The Sports Report: Clippers get past a tough Phoenix Suns

Terance Mann drives to the basket between Phoenix's Torrey Craig, left, and Deandre Ayton.
(Darryl Webb / Associated Press)

Howdy, I’m your host, Houston Mitchell. Let’s get right to the news.

From Andrew Greif: Long, languid strides brought Kevin Durant, the 13-time All-Star in all-black, from one end of Footprint Arena’s court to a chair at its middle Thursday. A personal highlight reel played on a jumbotron overhead, and a midday crowd packed into one side of the arena’s lower bowl howled at the sight of him.

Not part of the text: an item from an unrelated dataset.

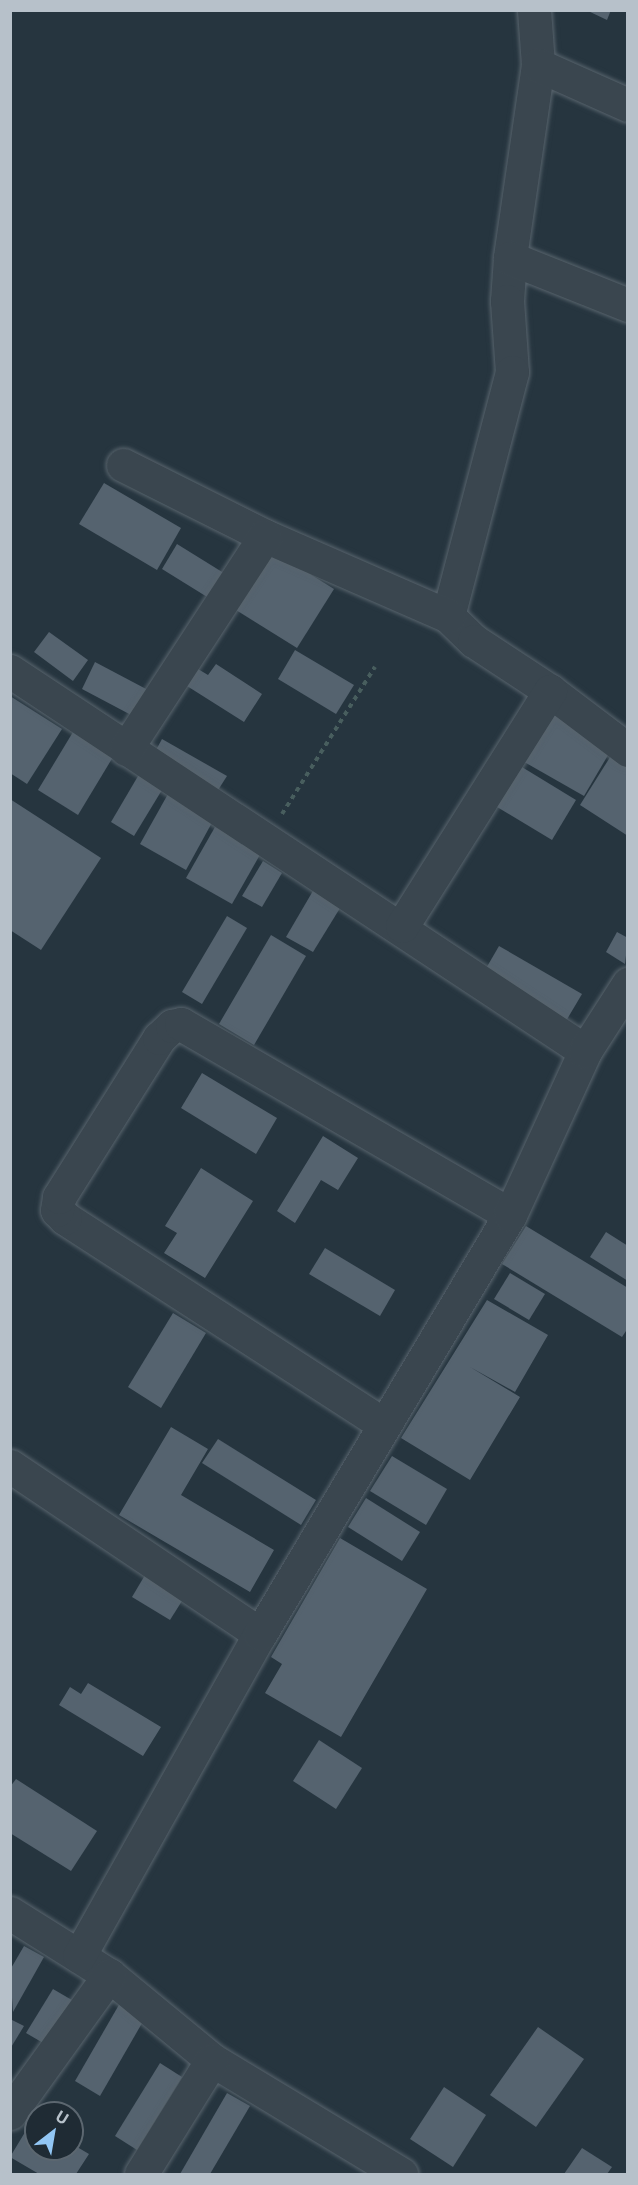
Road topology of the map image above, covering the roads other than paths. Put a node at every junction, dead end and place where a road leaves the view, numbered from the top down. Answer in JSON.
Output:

Durant gripped a microphone in his left hand, opened his mouth and tried uttering his first public words as a Phoenix Sun since a trade last week ended Brooklyn’s super-team experiment. But a crowd estimated around 3,000, revved up both by a T-shirt toss featuring the franchise’s gorilla mascot and the prospect of a long-sought championship, let him go no further, their chants of “KD, KD” forcing the player so often impossible to stop to pause.

He hopes to return from a knee injury soon after the league’s All-Star break, later this month, he said, and when he does, he will be accompanied by the pressure he has come to expect being “one of the best players to ever play the game.”


“I know how significant a championship is to a franchise and to a city,” Durant would later say. “I’ve been a part of two of those and I’m looking forward to getting back on that road to try to do it again.”

Just like that, after he’d held up a Suns jersey and hugged his mother, he was gone. And here is where the Clippers come in -- literally through the same tunnel through which had exited, hours later, preparing for warmups ahead of a 116-107 victory. They have not been the West’s most consistent team, like Denver. And they are no longer discussed as its most loaded, like Phoenix.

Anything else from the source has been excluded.